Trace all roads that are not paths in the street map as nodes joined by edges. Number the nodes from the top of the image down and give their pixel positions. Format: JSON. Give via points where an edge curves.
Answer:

---

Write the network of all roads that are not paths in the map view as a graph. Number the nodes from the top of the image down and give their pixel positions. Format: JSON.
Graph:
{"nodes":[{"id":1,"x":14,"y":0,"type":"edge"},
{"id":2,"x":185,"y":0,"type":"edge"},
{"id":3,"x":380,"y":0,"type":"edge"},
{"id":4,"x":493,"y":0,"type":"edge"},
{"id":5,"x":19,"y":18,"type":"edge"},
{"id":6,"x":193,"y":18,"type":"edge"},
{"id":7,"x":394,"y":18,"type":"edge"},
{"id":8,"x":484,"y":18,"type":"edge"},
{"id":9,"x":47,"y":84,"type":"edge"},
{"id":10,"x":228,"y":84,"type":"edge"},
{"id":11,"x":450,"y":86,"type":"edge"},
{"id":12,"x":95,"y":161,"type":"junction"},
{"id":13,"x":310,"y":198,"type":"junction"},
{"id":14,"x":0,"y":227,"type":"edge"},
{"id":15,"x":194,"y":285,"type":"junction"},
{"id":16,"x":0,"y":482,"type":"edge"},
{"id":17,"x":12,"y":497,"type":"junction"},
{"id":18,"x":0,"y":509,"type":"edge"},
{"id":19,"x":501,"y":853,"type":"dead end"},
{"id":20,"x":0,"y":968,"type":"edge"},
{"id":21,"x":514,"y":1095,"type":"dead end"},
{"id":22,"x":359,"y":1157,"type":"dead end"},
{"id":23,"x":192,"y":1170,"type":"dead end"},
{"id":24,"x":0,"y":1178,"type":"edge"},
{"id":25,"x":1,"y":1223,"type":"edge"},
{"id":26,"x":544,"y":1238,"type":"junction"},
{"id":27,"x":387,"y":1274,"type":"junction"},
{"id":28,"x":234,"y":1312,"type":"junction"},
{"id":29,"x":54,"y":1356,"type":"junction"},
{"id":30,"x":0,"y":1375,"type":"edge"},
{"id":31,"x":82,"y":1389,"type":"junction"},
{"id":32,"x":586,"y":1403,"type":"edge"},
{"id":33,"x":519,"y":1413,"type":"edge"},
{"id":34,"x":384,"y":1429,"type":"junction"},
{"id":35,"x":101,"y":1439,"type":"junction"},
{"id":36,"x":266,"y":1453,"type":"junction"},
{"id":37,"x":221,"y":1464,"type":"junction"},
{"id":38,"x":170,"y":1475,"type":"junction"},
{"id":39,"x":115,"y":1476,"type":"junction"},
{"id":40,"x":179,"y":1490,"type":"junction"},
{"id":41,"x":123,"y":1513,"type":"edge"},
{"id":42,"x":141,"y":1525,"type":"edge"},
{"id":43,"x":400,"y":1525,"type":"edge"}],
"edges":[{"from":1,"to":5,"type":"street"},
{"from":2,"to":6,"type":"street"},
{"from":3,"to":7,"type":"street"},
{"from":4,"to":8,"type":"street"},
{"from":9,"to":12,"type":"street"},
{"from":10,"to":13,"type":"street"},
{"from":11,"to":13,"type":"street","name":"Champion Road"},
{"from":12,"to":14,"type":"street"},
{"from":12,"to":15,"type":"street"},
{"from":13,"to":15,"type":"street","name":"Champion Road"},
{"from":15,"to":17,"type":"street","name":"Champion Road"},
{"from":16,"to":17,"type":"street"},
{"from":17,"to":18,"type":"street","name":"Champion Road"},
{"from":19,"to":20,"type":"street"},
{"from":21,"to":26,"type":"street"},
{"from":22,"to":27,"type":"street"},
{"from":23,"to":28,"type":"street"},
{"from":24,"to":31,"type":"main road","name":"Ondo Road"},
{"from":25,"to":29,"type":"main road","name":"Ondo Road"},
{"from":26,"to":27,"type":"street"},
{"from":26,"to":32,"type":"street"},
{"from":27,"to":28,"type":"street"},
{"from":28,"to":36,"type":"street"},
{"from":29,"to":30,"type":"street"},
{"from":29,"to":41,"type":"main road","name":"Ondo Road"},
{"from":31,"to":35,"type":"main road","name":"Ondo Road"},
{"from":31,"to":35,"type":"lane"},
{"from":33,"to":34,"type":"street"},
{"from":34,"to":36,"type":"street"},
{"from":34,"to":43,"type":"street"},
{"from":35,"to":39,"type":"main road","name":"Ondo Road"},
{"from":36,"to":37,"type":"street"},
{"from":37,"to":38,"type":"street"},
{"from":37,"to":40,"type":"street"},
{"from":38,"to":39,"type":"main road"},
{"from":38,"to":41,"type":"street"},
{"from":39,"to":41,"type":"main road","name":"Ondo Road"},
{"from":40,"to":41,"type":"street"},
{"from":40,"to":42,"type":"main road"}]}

**Task directions**. Filter the lines above, keeping each one that contains the string "down".

**Result for this task**.
Trace all roads that are not paths in the street map as nodes joined by edges. Number the nodes from the top of the image down and give their pixel positions. Format: JSON. Give via points where an edge curves.
Write the network of all roads that are not paths in the map view as a graph. Number the nodes from the top of the image down and give their pixel positions. Format: JSON.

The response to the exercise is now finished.